Some voices you can’t get out of your head. After recently reading John Irving’s 1989 novel A Prayer for Owen Meany, Owen’s unforgettable voice is ringing in my ears.
YOUR MOTHER HAS THE BEST BREASTS OF ALL THE MOTHERS.
GOD HAS TAKEN YOUR MOTHER. MY HANDS WERE THE INSTRUMENT. GOD HAS TAKEN MY HANDS. I AM GOD’S INSTRUMENT.
FAITH TAKES PRACTICE.
John Irving said he chose to write all of Owen’s speech in capital letters because he had to have some visual way of setting apart his unique voice on the page. Owen’s Adam’s apple didn’t move when he spoke, and so his voice was stuck as in a “permanent scream.” Owen’s best friend and the narrator of the story, Johnny Wheelwright, opens the story this way:
I am doomed to remember a boy with a wrecked voice—not because of his voice, or because he was the smallest person I ever knew, or even because he was the instrument of my mother’s death, but because he is the reason I believe in God; I am a Christian because of Owen Meany.
Owen often wonders why his voice doesn’t change. We don’t find out till the end of the story, but there is a very good reason for Owen’s voice sounding the way it is—a reason he attributes to God’ s plan. Owen’s voice is just one of the many mysteries the reader is confronted with in the early stages of the novel that Irving expertly and unexpectedly ties together in the end.

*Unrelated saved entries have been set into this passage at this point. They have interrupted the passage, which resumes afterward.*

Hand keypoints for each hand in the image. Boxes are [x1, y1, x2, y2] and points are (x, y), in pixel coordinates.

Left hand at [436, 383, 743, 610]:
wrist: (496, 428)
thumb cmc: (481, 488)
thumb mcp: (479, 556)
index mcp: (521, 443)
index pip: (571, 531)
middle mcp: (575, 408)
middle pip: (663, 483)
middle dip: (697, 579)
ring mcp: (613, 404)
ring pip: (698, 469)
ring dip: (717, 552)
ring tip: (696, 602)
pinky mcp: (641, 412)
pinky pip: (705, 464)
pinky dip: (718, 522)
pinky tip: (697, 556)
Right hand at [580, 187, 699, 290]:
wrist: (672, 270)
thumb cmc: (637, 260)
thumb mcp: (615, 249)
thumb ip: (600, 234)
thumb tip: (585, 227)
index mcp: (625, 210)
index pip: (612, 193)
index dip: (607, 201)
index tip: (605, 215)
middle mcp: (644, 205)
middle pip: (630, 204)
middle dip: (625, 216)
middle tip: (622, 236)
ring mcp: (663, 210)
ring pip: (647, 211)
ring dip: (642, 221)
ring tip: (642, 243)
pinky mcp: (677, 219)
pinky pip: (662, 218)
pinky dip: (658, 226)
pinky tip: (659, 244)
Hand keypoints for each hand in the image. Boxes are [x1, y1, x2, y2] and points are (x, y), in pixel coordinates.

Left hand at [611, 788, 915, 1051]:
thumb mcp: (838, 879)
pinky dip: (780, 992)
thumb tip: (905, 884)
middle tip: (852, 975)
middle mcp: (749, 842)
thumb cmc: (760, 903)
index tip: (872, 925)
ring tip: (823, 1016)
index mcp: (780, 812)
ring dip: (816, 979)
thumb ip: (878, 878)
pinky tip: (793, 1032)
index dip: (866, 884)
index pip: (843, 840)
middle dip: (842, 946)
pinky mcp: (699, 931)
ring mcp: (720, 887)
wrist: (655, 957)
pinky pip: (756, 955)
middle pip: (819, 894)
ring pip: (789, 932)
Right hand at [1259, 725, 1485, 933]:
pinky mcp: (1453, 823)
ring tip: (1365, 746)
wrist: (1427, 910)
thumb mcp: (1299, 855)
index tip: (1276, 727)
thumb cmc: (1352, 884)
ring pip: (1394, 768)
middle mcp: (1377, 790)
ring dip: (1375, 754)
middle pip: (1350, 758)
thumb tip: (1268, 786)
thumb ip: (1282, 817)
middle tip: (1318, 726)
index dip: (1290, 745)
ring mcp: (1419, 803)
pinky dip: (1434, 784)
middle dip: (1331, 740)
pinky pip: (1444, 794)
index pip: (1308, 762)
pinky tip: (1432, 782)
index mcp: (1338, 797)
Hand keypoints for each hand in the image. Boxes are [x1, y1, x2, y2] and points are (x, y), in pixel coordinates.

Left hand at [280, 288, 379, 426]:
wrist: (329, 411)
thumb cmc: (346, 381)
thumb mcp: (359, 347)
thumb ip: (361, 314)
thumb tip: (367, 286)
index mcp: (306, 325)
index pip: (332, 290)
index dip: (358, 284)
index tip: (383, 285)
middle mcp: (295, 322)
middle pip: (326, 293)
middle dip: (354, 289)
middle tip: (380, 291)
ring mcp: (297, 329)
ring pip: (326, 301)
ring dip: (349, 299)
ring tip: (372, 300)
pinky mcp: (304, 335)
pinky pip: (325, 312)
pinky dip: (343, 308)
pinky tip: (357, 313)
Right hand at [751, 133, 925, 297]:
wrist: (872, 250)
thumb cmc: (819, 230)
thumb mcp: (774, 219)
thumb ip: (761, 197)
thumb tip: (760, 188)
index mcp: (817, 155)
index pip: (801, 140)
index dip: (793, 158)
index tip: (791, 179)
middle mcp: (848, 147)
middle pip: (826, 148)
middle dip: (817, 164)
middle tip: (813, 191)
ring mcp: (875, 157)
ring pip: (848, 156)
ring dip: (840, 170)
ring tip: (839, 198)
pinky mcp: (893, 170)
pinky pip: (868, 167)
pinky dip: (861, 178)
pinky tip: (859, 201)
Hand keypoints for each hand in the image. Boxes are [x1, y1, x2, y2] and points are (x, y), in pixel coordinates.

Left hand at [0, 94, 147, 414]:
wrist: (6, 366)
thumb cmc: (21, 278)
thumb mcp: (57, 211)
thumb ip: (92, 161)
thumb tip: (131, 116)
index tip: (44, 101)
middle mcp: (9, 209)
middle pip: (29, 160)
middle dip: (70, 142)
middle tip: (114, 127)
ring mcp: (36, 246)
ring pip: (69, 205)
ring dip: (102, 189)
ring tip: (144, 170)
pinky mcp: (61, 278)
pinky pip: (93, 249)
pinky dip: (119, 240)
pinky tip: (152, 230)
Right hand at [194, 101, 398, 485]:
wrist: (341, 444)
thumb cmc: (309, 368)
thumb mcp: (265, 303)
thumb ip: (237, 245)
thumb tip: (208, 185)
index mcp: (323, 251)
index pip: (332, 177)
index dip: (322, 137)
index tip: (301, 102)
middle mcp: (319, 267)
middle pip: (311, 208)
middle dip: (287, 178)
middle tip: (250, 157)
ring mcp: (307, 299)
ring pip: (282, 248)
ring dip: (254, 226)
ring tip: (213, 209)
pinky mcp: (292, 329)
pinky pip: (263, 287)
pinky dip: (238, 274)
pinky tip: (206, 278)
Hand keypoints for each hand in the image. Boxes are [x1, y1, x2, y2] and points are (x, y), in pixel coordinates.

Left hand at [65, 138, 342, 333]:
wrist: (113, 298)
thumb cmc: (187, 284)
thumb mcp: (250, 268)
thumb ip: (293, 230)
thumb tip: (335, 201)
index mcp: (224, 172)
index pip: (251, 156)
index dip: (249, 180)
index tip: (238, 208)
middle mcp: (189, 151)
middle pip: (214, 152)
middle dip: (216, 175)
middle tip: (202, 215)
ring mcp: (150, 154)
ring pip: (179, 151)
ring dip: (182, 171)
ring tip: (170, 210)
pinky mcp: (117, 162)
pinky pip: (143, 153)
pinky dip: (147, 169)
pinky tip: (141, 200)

In writing classes I’ve taken over the years, teachers have said to look out for physical traits of characters, such as a scar or birthmark, that the author draws our attention to as we’re reading. It’s for a reason. Owen’s short stature (everyone loves lifting him up all the time) and his voice set Owen apart right away.
Irving continues this theme inwardly too. Owen stands out for his unwavering faith in God from such a young age. How many 11-year-olds talk about being God’s instrument? That their life is part of God’s bigger plan?
It’s hard not to like Owen Meany but it’s hard to like him too. Irving summarizes this tension in his Afterword:
Owen’s voice is irritating, not only because of how it sounds but because of how right he is. People who are always right, and are given to reminding us of it, are irritating; prophets are irritating, and Owen Meany is decidedly a prophet.
When I was reading the novel, I didn’t think of Owen exactly as a prophet, but now I see that Irving was dropping hints of this along the way. Owen foresaw the future, including his death; he had visions that reality would imitate; he wasn’t afraid of telling the truth. His unique voice would become “institutionalized,” when he and Johnny attended Gravesend Academy for boys and Owen wrote a regular column for the school newspapers under the pen name THE VOICE. His words were always in capital letters, of course. Johnny reflects, “The Voice expressed what we were unable to say.” I think Owen’s voice functions as a conscience too.
What made this novel a delight to read, and why I would read it again, is because Irving connects everything so well, though of course you don’t realize it until you’re finished.
Owen playing the part of the Christ child in the Christmas pageant makes for a very comedic scene early in the novel and emphasizes how small he is—i.e. he can fit in the manger. Not until the end of the novel, though, do you realize how symbolic this role is in light of what his parents reveal to Johnny.
There are many symbols in A Prayer for Owen Meany and none of them are thrown in half-heartedly. A dressmaker’s dummy, a stuffed toy armadillo, and Watahantowet’s totem become powerful, armless images of suffering and submission.
Even the ridiculous slam-dunk that Owen and Johnny practice countless times to do in under 4, then under 3 seconds has a very serious purpose.
“I may use you in a game, Owen,” the coach said, joking with him.
IT’S NOT FOR A GAME, said Owen Meany, who had his own reasons for everything.
Indeed, John Irving had his reasons for everything too. The story is long (about 600 pages), but it is well crafted and held my interest. The highest praise I could give an author is making me feel their character was real, that I actually knew this person from spending so much time on the page with them. Owen is whom the story is named after, but Johnny was just as real to me. His loss felt like my loss. His gut-wrenching prayer that closes the story felt like my prayer.